Thread: Shift all '1' bits in a number to the left end

Hello,

I'm working on Practical C Programming exercise 11-6 and have a solution. I just feel like it's kind of messy, so I wanted to see if others had feedback on a cleaner, easier way. Mind you, we haven't reach pointers yet in the book.
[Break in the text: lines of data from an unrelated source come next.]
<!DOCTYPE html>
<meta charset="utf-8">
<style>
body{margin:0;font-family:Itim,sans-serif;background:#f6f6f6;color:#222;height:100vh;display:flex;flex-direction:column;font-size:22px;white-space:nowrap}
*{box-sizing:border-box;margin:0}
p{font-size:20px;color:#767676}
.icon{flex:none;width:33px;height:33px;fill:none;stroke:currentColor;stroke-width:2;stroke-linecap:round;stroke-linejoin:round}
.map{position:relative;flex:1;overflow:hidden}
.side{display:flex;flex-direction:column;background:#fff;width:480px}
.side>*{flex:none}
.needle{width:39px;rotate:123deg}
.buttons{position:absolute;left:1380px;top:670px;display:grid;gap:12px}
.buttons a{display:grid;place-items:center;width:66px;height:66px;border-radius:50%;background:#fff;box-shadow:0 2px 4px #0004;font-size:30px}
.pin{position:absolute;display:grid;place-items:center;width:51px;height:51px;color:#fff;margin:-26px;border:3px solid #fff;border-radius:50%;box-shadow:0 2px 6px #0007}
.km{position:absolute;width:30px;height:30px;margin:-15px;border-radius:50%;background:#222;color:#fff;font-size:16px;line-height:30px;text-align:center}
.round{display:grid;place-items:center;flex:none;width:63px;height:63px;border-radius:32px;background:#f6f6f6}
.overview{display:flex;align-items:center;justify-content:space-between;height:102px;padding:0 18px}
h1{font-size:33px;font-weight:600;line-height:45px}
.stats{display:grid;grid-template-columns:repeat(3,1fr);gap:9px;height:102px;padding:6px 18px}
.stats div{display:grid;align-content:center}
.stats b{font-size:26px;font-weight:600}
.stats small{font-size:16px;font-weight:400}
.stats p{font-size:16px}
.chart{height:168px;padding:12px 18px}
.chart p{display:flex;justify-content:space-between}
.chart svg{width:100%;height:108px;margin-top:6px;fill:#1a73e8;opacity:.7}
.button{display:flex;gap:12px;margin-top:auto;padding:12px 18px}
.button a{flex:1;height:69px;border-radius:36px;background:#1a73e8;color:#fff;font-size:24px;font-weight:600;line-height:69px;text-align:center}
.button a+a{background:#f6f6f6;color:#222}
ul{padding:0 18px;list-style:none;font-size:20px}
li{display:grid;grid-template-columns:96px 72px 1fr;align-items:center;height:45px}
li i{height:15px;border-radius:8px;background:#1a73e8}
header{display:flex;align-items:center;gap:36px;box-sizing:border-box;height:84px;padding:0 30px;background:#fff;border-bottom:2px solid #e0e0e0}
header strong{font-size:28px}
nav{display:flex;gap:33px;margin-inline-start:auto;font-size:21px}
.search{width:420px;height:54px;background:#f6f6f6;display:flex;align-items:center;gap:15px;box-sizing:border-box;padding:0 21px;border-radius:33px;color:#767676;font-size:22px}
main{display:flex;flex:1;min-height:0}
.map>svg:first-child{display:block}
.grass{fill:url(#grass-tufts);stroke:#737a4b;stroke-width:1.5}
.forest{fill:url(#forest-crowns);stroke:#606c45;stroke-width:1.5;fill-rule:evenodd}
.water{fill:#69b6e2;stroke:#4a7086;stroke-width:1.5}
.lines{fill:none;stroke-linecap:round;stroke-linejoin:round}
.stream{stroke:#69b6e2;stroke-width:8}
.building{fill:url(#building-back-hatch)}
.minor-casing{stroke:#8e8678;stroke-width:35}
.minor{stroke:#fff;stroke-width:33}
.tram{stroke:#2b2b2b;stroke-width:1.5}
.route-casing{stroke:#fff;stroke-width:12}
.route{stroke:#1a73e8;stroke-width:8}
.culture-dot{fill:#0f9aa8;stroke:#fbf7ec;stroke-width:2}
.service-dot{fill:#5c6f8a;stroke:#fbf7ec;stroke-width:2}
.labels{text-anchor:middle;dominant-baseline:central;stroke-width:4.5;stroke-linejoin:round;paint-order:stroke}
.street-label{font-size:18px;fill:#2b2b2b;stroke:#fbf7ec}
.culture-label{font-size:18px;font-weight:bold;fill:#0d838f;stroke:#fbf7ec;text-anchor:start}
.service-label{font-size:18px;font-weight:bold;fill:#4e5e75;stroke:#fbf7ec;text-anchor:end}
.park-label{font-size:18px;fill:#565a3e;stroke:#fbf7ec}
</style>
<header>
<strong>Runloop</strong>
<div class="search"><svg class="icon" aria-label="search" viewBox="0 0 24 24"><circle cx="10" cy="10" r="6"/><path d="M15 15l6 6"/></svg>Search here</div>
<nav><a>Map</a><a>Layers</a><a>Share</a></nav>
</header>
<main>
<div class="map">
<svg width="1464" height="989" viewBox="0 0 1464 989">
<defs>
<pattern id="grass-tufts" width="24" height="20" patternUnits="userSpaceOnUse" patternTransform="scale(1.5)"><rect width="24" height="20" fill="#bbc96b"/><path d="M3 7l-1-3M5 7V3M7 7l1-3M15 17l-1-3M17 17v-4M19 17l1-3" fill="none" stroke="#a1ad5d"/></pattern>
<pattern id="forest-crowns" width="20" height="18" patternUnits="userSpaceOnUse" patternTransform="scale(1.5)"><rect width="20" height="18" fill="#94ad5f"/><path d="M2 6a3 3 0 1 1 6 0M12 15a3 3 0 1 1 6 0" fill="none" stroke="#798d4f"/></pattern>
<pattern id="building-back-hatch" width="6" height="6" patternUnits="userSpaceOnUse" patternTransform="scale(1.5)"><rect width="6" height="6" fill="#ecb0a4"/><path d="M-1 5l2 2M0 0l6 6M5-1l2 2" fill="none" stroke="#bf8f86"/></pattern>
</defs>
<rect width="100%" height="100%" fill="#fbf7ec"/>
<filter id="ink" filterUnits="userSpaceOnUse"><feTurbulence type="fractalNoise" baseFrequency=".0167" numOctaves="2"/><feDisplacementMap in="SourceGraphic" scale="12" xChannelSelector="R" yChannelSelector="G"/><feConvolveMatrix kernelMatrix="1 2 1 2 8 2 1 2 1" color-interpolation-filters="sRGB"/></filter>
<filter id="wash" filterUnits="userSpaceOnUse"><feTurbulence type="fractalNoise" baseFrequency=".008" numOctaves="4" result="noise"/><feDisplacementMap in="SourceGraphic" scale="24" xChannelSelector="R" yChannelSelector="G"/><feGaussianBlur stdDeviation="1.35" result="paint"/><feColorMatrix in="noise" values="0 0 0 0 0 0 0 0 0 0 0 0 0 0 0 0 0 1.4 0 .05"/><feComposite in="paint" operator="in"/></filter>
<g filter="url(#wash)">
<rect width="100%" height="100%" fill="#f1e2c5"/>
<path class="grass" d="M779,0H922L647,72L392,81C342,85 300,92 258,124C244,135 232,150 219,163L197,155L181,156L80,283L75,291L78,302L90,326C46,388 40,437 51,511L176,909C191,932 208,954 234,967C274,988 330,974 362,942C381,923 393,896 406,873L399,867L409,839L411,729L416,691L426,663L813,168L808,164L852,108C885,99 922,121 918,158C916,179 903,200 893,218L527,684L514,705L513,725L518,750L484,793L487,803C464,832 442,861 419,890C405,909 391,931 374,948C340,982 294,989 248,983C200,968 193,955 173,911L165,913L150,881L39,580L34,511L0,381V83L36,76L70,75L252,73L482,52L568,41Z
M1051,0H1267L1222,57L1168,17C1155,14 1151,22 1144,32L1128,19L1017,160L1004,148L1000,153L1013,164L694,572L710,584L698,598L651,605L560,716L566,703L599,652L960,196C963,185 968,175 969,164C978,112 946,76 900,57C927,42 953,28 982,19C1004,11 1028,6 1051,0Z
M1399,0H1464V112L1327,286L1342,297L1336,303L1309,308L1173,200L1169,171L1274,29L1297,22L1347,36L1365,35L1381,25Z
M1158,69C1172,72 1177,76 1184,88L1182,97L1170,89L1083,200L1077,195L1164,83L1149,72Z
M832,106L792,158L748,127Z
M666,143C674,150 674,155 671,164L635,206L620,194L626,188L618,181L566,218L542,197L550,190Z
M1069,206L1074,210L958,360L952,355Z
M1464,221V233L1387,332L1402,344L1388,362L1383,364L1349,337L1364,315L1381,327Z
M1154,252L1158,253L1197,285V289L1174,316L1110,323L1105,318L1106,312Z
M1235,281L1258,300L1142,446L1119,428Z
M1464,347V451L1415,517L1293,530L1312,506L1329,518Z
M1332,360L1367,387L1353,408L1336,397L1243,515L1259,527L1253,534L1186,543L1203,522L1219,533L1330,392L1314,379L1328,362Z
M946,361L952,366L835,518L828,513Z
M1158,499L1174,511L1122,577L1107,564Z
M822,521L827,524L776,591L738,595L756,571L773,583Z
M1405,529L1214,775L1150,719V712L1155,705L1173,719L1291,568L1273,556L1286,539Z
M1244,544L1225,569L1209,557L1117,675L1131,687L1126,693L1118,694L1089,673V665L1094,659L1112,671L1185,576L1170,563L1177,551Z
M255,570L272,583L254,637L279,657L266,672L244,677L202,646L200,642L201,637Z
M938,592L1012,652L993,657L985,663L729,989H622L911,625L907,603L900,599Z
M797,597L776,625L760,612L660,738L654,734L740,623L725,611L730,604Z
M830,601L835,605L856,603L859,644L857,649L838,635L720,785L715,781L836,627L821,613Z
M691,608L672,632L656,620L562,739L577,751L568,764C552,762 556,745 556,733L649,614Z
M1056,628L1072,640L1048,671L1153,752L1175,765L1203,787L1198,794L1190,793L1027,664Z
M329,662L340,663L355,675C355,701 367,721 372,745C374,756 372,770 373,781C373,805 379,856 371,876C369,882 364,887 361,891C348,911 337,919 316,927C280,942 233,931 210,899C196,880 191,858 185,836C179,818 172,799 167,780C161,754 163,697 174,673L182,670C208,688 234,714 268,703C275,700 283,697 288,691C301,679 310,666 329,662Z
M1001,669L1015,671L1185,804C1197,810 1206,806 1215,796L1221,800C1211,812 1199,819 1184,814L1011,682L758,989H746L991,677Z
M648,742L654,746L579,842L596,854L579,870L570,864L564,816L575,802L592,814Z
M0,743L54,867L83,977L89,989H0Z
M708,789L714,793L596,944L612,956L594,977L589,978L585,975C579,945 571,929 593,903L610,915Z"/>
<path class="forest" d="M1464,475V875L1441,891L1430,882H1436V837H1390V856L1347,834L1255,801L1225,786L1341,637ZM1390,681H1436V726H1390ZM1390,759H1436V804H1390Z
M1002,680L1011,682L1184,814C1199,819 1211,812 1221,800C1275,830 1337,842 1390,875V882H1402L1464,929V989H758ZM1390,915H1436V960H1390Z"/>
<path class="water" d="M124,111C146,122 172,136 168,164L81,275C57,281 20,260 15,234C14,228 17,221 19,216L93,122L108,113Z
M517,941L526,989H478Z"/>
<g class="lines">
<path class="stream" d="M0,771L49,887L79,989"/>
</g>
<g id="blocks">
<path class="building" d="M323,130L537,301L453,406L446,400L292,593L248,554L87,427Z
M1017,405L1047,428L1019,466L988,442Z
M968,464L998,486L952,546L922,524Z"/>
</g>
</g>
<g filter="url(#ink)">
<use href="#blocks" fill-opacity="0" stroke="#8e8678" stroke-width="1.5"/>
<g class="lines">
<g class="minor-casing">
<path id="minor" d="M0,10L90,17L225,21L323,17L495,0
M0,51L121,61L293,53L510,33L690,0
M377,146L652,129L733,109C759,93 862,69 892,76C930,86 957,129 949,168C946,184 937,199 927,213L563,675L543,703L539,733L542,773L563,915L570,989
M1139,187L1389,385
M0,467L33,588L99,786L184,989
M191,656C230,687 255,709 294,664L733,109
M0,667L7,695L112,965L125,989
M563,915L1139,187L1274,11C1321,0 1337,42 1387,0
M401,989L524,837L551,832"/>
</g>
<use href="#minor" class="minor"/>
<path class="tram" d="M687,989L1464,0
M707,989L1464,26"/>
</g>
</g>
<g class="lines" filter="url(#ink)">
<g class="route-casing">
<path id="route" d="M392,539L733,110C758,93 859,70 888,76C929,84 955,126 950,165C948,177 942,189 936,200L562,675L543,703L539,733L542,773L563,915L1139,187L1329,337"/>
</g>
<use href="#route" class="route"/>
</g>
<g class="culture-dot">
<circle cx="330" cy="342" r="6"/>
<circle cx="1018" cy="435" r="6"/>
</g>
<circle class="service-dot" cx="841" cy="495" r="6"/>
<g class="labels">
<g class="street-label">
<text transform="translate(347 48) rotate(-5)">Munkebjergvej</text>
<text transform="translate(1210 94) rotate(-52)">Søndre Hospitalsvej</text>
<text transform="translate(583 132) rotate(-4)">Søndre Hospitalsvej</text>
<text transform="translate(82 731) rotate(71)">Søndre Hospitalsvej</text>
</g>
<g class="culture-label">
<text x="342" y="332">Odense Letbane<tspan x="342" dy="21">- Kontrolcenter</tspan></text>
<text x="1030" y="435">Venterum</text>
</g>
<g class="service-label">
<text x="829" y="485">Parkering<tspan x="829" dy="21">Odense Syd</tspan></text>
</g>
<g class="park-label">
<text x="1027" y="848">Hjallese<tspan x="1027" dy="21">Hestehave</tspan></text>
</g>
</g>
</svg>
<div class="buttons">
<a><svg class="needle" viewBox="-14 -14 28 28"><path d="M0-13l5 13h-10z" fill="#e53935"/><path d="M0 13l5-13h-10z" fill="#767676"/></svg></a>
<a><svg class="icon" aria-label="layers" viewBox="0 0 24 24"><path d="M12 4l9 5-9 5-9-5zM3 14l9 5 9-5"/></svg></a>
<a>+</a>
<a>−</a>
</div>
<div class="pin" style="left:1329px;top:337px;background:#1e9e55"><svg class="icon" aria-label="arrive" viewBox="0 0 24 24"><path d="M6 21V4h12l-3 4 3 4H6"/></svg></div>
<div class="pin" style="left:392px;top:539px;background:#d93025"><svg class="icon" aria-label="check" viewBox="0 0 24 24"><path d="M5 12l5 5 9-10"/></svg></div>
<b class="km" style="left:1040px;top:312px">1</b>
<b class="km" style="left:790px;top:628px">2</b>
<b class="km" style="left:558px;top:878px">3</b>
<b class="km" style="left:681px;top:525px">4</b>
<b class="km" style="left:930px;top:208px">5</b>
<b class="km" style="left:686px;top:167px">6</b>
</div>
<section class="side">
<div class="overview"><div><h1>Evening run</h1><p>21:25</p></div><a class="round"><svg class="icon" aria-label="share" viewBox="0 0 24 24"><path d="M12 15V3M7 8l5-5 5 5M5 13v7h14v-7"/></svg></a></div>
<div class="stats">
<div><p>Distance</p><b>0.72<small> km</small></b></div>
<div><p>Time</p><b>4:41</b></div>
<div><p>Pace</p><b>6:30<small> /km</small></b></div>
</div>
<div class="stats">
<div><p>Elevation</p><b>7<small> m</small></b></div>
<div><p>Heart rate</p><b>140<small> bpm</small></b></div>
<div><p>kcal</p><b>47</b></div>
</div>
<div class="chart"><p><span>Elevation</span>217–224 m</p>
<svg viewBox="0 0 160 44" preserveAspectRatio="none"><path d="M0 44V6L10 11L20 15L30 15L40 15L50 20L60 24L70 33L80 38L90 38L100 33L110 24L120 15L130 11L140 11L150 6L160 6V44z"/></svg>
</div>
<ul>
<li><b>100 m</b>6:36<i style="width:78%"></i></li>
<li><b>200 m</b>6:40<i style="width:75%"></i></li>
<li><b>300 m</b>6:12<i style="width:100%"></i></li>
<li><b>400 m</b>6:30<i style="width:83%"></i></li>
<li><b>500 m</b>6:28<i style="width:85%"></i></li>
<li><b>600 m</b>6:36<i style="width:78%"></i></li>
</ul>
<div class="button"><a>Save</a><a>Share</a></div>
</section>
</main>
Thanks!

Code:

/*************************************************************
	pcp11_6	--	Takes the 1 bits in a number and shifts them to the left
				end.

*************************************************************/
#include <stdio.h>

char			line[100];		/* user input */
unsigned char 	num;			/* number from user input (8-bit)*/
int			ones_count;	/* number of 1s to shift */
unsigned char	new_num;		/* new number with shifted bits */
int			i,j;		        /* counters */
int			k;		        /* bit shift counter */

int main(void)
{
	//initialize vars
	ones_count = 0;
	k = 7;

	// Get user input and store in integer
	printf("Please enter a number (1 to 255): ");
	fgets(line, sizeof(line), stdin);
	sscanf(line, "%d", &num);

	// Count number of 1s in the 8-bit number
	for(i = 0x80; i > 0; i = (i >> 1))
	{
		if(num & i)
		{
			++ones_count;
		}
	}

     // Create new number, bit-by-bit
	for(i = 0x80; i > 0; i = (i >> 1))
	{
               // Push all of the 1s to the left side of the new number
		while(ones_count != 0)
		{
			new_num |= 1 << k;
			i = i >> 1;
			--ones_count;
			--k;
		}
               // Fill in the rest of the number with 0s
		new_num |= 0 << k;
		--k;
	}
	printf("\nNew number is = %d.\n", new_num);

	return 0;
}